╭─ Record excerpts
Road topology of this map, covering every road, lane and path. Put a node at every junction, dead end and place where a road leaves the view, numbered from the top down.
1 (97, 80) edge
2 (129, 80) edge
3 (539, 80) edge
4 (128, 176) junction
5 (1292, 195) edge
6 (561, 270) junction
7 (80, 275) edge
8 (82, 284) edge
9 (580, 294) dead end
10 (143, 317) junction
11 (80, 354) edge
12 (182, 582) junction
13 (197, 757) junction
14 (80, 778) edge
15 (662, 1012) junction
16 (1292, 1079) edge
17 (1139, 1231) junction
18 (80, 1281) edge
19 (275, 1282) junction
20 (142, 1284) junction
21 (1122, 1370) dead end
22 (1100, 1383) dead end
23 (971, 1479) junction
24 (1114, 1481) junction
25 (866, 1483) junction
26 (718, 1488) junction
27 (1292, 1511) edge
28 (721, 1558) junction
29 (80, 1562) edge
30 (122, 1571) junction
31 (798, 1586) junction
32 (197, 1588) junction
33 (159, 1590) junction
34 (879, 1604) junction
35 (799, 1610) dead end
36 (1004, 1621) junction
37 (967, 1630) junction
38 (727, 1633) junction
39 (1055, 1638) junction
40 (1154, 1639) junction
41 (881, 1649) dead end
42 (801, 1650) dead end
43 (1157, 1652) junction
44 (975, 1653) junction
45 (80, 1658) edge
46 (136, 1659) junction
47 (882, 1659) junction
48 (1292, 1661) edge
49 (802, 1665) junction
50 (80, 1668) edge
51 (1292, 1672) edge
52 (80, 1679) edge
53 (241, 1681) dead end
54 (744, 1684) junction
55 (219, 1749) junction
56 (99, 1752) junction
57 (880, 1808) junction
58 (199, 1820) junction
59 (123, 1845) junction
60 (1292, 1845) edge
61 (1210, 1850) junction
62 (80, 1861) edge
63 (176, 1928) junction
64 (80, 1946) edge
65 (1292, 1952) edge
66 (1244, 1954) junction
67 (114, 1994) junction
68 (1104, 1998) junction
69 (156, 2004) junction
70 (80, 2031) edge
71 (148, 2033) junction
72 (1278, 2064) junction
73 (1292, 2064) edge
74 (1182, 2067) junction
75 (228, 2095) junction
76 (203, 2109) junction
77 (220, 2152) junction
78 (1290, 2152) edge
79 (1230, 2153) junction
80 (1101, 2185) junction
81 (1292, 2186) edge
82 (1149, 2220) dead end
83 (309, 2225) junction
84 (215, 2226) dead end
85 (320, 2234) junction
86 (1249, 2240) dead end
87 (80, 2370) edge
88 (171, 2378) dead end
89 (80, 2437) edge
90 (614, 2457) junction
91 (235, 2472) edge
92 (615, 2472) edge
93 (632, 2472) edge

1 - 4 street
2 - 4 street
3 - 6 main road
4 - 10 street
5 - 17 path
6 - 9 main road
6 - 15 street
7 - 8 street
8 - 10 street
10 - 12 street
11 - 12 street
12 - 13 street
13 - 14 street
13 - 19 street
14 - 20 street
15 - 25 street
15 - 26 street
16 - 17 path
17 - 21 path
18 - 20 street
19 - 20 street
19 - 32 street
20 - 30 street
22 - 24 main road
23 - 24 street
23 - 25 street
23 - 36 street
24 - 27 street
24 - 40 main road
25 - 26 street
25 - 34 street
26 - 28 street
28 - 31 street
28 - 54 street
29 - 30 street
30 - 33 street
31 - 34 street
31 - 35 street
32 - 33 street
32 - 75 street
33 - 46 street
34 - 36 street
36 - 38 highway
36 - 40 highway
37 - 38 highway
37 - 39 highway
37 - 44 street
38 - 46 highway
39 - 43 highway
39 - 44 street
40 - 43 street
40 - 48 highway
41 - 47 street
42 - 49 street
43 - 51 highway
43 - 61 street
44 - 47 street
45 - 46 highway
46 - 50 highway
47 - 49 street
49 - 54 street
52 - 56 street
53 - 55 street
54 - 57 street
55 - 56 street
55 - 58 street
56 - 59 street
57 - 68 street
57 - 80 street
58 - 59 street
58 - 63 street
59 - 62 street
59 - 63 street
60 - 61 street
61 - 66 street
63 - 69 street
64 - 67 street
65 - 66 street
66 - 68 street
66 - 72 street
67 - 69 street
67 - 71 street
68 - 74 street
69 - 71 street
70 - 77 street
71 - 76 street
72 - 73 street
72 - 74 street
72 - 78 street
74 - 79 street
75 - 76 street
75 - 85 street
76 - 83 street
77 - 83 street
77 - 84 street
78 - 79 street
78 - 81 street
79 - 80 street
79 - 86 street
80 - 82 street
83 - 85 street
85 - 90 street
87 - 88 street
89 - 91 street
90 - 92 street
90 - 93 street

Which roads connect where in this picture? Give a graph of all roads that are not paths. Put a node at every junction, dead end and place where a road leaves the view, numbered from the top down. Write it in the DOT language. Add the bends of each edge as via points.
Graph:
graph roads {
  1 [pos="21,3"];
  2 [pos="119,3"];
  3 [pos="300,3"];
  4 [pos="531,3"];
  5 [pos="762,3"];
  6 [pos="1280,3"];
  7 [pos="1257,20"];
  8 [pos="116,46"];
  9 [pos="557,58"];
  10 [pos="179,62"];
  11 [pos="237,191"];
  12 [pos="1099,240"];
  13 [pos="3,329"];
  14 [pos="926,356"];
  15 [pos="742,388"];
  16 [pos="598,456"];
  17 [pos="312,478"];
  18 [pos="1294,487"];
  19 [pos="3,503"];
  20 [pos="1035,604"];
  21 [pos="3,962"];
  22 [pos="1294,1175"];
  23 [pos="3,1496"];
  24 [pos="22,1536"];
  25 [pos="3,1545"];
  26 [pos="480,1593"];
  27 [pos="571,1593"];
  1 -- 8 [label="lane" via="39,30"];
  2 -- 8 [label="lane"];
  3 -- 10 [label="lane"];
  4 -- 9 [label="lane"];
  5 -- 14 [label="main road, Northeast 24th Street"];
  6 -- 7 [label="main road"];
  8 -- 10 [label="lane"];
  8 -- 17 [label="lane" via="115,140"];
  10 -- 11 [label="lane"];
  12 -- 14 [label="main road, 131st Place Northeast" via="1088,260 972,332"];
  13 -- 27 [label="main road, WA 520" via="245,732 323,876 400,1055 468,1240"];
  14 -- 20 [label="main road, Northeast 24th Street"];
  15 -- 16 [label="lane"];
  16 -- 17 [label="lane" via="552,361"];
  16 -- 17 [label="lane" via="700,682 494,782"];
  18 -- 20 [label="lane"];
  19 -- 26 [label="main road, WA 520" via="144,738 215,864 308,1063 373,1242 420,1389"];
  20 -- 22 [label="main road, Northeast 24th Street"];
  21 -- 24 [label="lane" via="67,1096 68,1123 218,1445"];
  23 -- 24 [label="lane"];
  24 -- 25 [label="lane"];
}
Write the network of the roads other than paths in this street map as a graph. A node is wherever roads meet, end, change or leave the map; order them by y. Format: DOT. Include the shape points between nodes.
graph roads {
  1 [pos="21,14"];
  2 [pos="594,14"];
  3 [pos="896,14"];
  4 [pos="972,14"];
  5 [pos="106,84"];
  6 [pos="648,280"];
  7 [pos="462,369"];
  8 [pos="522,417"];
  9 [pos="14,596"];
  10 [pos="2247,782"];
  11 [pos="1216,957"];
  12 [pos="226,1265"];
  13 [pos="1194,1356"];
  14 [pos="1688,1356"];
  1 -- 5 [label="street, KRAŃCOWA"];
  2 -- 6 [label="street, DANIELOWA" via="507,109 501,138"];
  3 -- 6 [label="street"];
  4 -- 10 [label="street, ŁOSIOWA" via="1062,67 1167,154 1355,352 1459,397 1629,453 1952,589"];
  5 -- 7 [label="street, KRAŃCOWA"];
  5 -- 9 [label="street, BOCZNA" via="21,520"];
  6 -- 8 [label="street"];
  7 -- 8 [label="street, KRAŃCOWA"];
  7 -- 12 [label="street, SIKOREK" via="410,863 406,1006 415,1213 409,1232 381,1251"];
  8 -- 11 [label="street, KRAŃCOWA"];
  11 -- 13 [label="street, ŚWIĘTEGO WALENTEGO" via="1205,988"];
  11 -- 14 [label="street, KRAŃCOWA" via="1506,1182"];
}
╰─
_Exercise directions_
Provide the number of lines above in which the word "points" appears, with no further words.

_Task output_
2